How Maxing Out a Roth IRA With Warren Buffett's Favorite ETF Could Make You $1.3 Million | The Motley Fool (2024)

Learn from the master: That's good advice whether we're talking about developing negotiating skills, golfing, or playing the violin. It's also applicable to investing.

In the investing world, there are few (if any) greater masters than Warren Buffett. I think that applying the wisdom he has imparted through the years can enable some disciplined investors to amass fortunes over time. Here's how maxing out a Roth IRA with Buffett's favorite exchange-traded fund (ETF) could make you $1.3 million.

Answering three key questions

You probably have some questions after reading my bold claim. Let's address three of those key questions right out of the gate.

First, why is a Roth IRA a good alternative for investing your money? The answer is simple: It provides a way to grow your portfolio tax-free. Yes, you'll have to pay taxes on your contributions. After that, though, you won't have to pay taxes on your retirement account ever. Over time, the gains from your investments should be greater than your contributions.

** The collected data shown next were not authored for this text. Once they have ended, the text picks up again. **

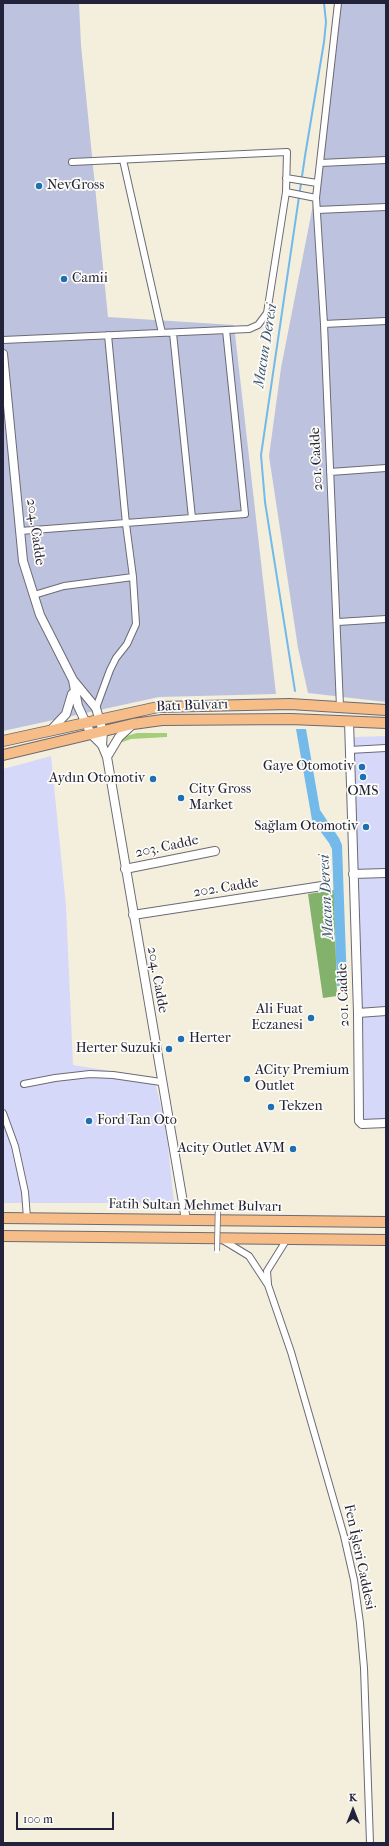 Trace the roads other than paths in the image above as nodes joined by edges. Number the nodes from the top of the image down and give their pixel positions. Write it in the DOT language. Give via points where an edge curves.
graph roads {
  1 [pos="338,3"];
  2 [pos="123,160"];
  3 [pos="386,160"];
  4 [pos="72,162"];
  5 [pos="320,163"];
  6 [pos="286,178"];
  7 [pos="317,183"];
  8 [pos="286,192"];
  9 [pos="316,198"];
  10 [pos="386,207"];
  11 [pos="317,210"];
  12 [pos="386,321"];
  13 [pos="324,324"];
  14 [pos="226,330"];
  15 [pos="162,333"];
  16 [pos="173,333"];
  17 [pos="108,335"];
  18 [pos="3,340"];
  19 [pos="3,354"];
  20 [pos="386,468"];
  21 [pos="330,472"];
  22 [pos="192,518"];
  23 [pos="126,524"];
  24 [pos="20,531"];
  25 [pos="133,577"];
  26 [pos="34,595"];
  27 [pos="386,619"];
  28 [pos="338,622"];
  29 [pos="73,680"];
  30 [pos="75,691"];
  31 [pos="340,707"];
  32 [pos="96,708"];
  33 [pos="386,710"];
  34 [pos="99,719"];
  35 [pos="349,721"];
  36 [pos="85,722"];
  37 [pos="386,723"];
  38 [pos="134,724"];
  39 [pos="51,730"];
  40 [pos="103,732"];
  41 [pos="91,734"];
  42 [pos="3,741"];
  43 [pos="102,745"];
  44 [pos="386,748"];
  45 [pos="349,750"];
  46 [pos="3,756"];
  47 [pos="107,757"];
  48 [pos="215,851"];
  49 [pos="125,869"];
  50 [pos="386,873"];
  51 [pos="353,874"];
  52 [pos="322,886"];
  53 [pos="133,915"];
  54 [pos="386,1011"];
  55 [pos="358,1013"];
  56 [pos="161,1082"];
  57 [pos="24,1084"];
  58 [pos="3,1113"];
  59 [pos="386,1123"];
  60 [pos="218,1207"];
  61 [pos="3,1218"];
  62 [pos="27,1218"];
  63 [pos="186,1220"];
  64 [pos="386,1222"];
  65 [pos="3,1236"];
  66 [pos="220,1238"];
  67 [pos="287,1239"];
  68 [pos="386,1240"];
  69 [pos="217,1251"];
  70 [pos="268,1285"];
  71 [pos="370,1843"];
  1 -- 5 [label="street, 201. Cadde"];
  2 -- 4 [label="street"];
  2 -- 6 [label="street" via="287,152"];
  2 -- 15 [label="street"];
  3 -- 5 [label="street"];
  5 -- 7 [label="street, 201. Cadde"];
  6 -- 7 [label="street"];
  6 -- 8 [label="street"];
  7 -- 9 [label="street, 201. Cadde"];
  8 -- 9 [label="street"];
  8 -- 14 [label="street" via="267,313 258,325 249,329"];
  9 -- 11 [label="street, 201. Cadde"];
  10 -- 11 [label="street"];
  11 -- 13 [label="street, 201. Cadde"];
  12 -- 13 [label="street"];
  13 -- 21 [label="street, 201. Cadde"];
  14 -- 16 [label="street"];
  14 -- 22 [label="street" via="245,514"];
  15 -- 16 [label="street"];
  15 -- 17 [label="street"];
  16 -- 22 [label="street"];
  17 -- 18 [label="street"];
  17 -- 23 [label="street"];
  19 -- 24 [label="street, 204. Cadde"];
  20 -- 21 [label="street"];
  21 -- 28 [label="street, 201. Cadde"];
  22 -- 23 [label="street"];
  23 -- 24 [label="street"];
  23 -- 25 [label="street"];
  24 -- 26 [label="street, 204. Cadde" via="23,561"];
  25 -- 26 [label="street" via="76,583"];
  25 -- 32 [label="street" via="136,607 134,631 110,670"];
  26 -- 29 [label="street, 204. Cadde" via="40,615"];
  27 -- 28 [label="street"];
  28 -- 31 [label="street, 201. Cadde"];
  29 -- 30 [label="street, 204. Cadde"];
  29 -- 32 [label="street, 204. Cadde"];
  30 -- 36 [label="street, 204. Cadde"];
  30 -- 39 [label="street" via="66,714"];
  31 -- 33 [label="main road, Batı Bulvarı"];
  31 -- 34 [label="main road, Batı Bulvarı" via="265,703 176,706 143,709"];
  32 -- 34 [label="street, 204. Cadde"];
  34 -- 36 [label="main road, Batı Bulvarı"];
  34 -- 40 [label="street, 204. Cadde"];
  35 -- 37 [label="main road, Batı Bulvarı"];
  35 -- 38 [label="main road, Batı Bulvarı" via="189,719"];
  35 -- 45 [label="street, 201. Cadde"];
  36 -- 39 [label="main road, Batı Bulvarı"];
  36 -- 41 [label="street, 204. Cadde"];
  38 -- 40 [label="main road, Batı Bulvarı"];
  38 -- 47 [label="street" via="119,737"];
  39 -- 42 [label="main road, Batı Bulvarı"];
  40 -- 41 [label="main road, Batı Bulvarı"];
  40 -- 43 [label="street, 204. Cadde"];
  41 -- 43 [label="street, 204. Cadde"];
  41 -- 46 [label="main road, Batı Bulvarı"];
  43 -- 47 [label="street, 204. Cadde"];
  44 -- 45 [label="street"];
  45 -- 51 [label="street, 201. Cadde"];
  47 -- 49 [label="street, 204. Cadde"];
  48 -- 49 [label="street, 203. Cadde"];
  49 -- 53 [label="street, 204. Cadde"];
  50 -- 51 [label="street"];
  51 -- 55 [label="street, 201. Cadde"];
  52 -- 53 [label="street, 202. Cadde"];
  53 -- 56 [label="street, 204. Cadde"];
  54 -- 55 [label="street"];
  55 -- 59 [label="street, 201. Cadde" via="359,1121 362,1124"];
  56 -- 57 [label="street" via="90,1074"];
  56 -- 63 [label="street, 204. Cadde"];
  58 -- 62 [label="street" via="15,1146 26,1192"];
  60 -- 69 [label="street, bridge"];
  61 -- 62 [label="main road, Fatih Sultan Mehmet Bulvarı"];
  62 -- 63 [label="main road, Fatih Sultan Mehmet Bulvarı"];
  63 -- 64 [label="main road, Fatih Sultan Mehmet Bulvarı"];
  65 -- 66 [label="main road"];
  66 -- 67 [label="main road"];
  66 -- 70 [label="street" via="249,1256"];
  67 -- 68 [label="main road"];
  67 -- 70 [label="street" via="267,1271"];
  70 -- 71 [label="street, Fen İşleri Caddesi" via="293,1359 344,1536 354,1580 364,1668"];
} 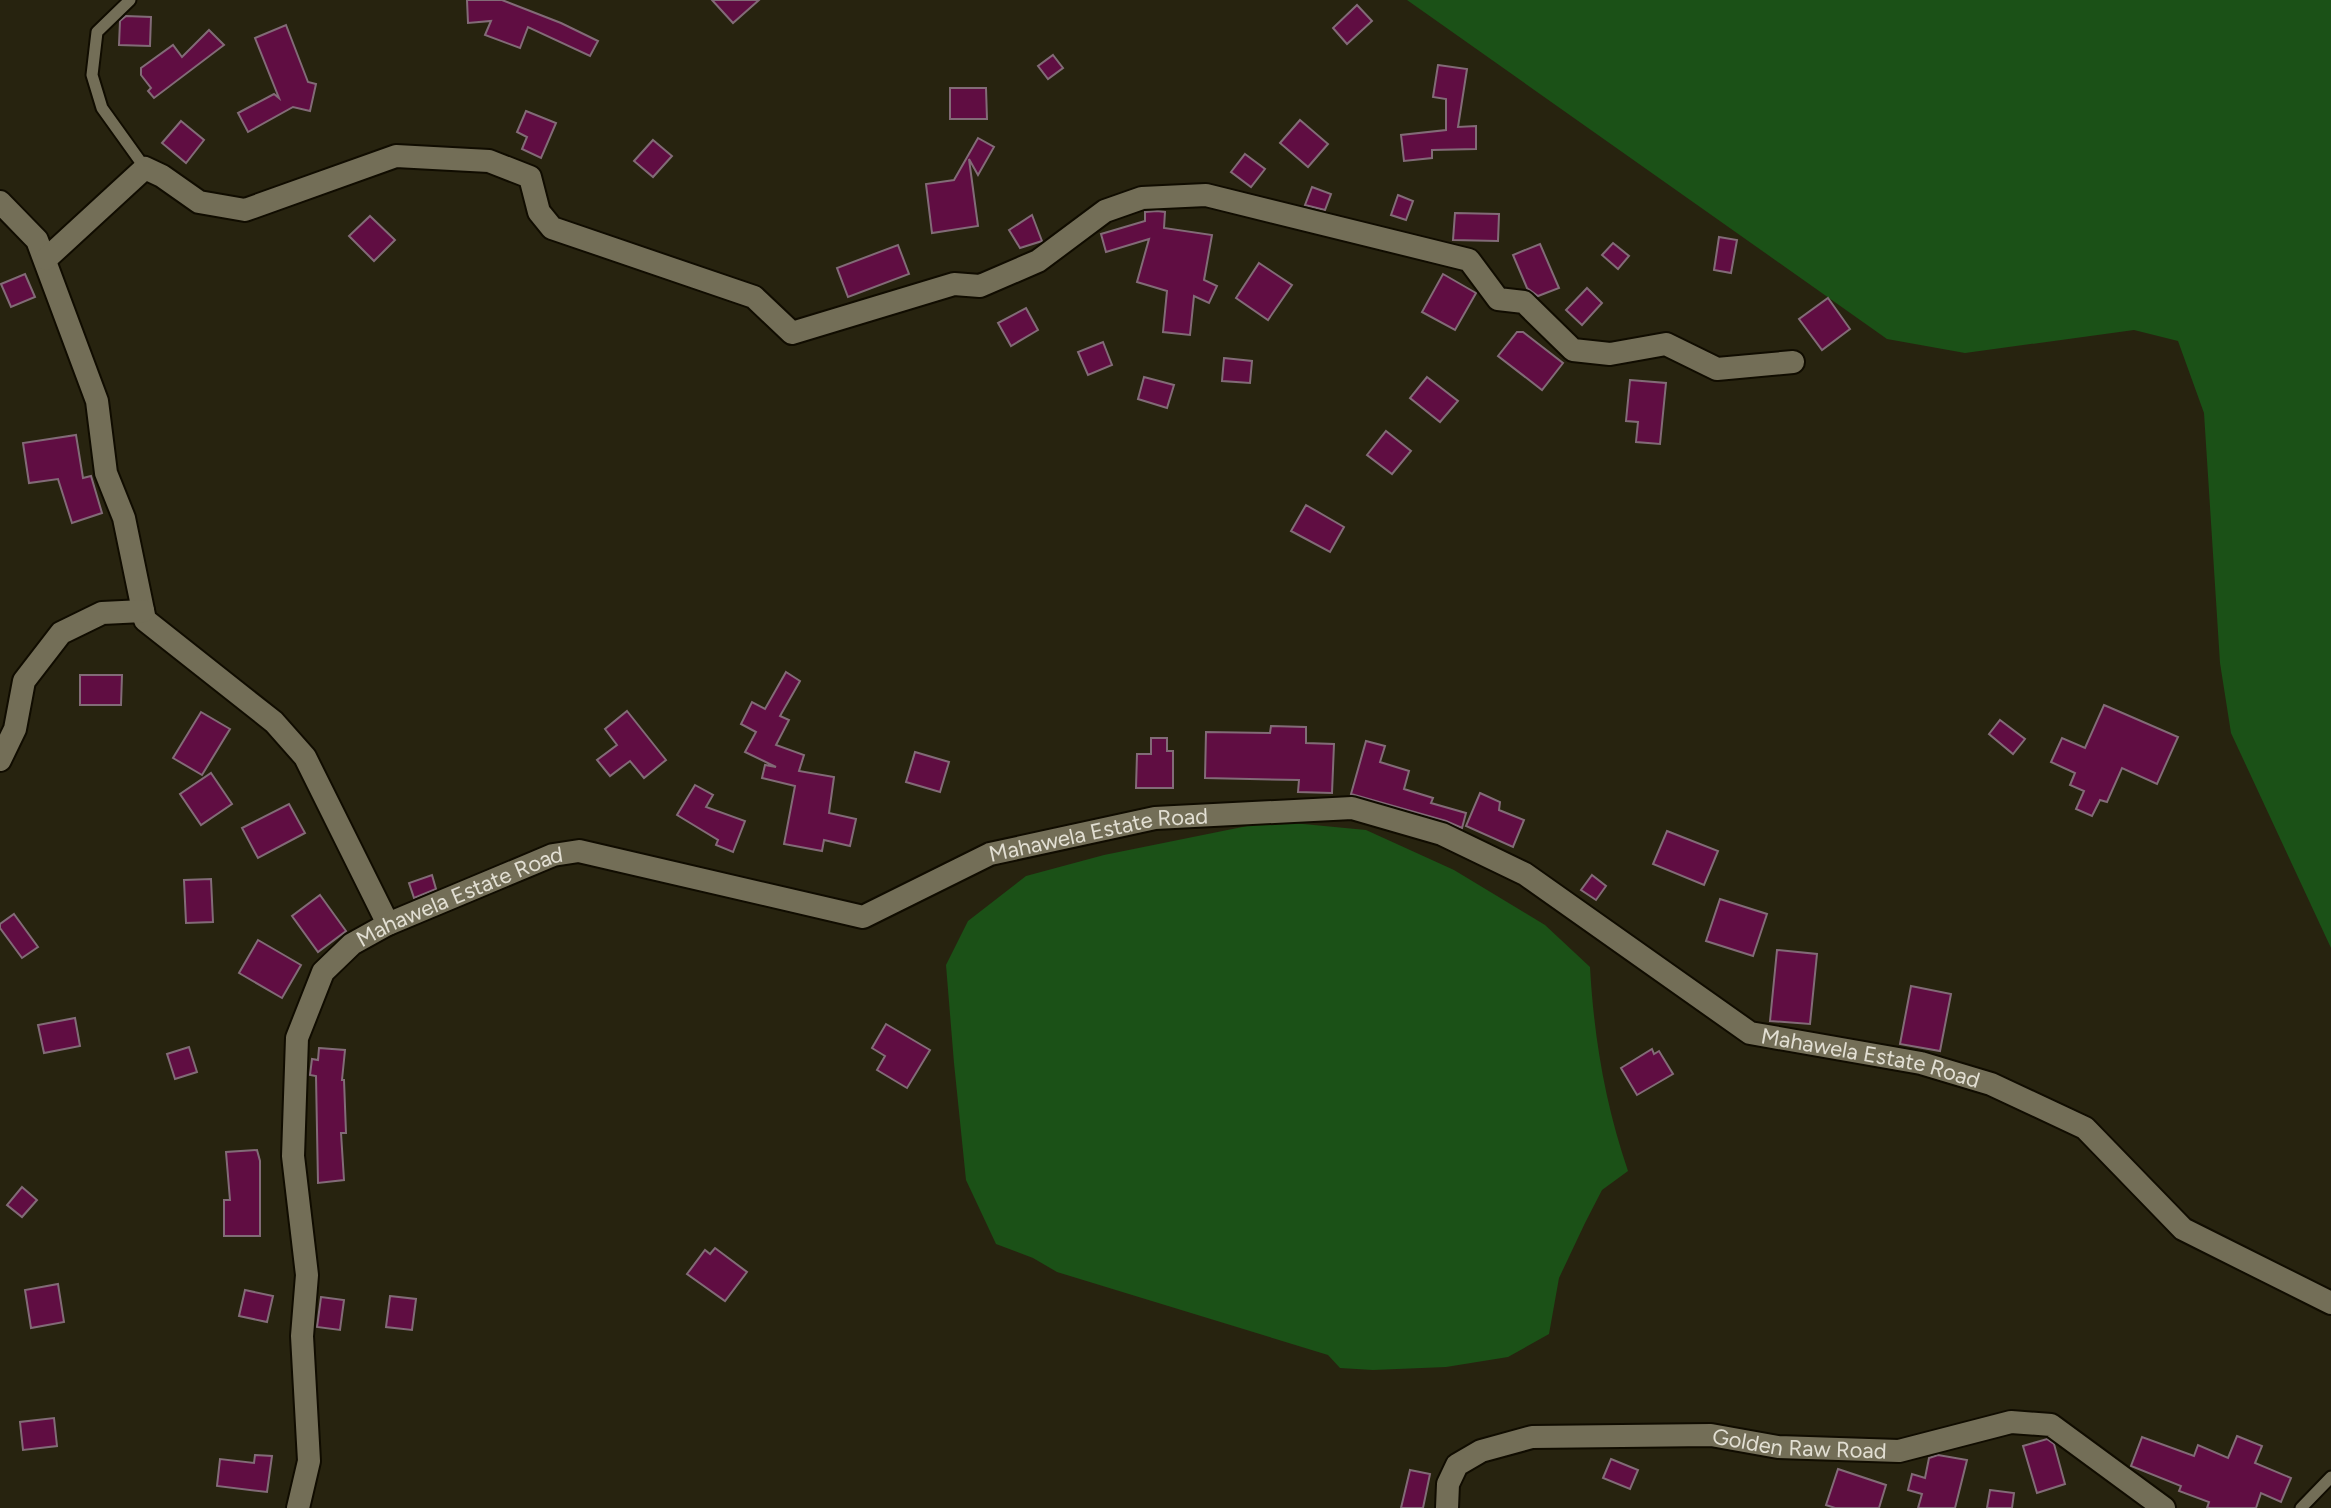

Second, how much do you have to contribute to max out a Roth IRA? For 2024, the maximum contribution is $7,000. That's an increase from $6,500 last year. However, if you're age 50 or older, you can add another $1,000 as a catch-up contribution. Your maximum, therefore, would be $8,000 in 2024.

Third, what is Buffett's favorite ETF? I believe it's the Vanguard S&P 500 ETF (VOO -0.69%). My selection of this ETF is based on two factors. His Berkshire Hathaway portfolio includes only two ETFs. Berkshire has a little more money invested in the Vanguard S&P 500 ETF, which makes me think it's probably Buffett's favorite.

More importantly, Buffett revealed in his 2013 letter to Berkshire Hathaway shareholders that his will instructed that most of the cash inherited by his family be invested in "a very low-cost S&P 500 index fund." He added, "I suggest Vanguard's."

Crunching the numbers

Now for the fun part. Let's see how you could make $1.3 million by maxing out a Roth IRA with the Vanguard S&P 500 ETF.

I'm going to use $7,000 as the annual amount invested since it's the standard maximum contribution for Roth IRAs this year. Keep in mind, though, that the maximum contribution is likely to increase. Also, as previously mentioned, you can contribute more money if you're 50 or over.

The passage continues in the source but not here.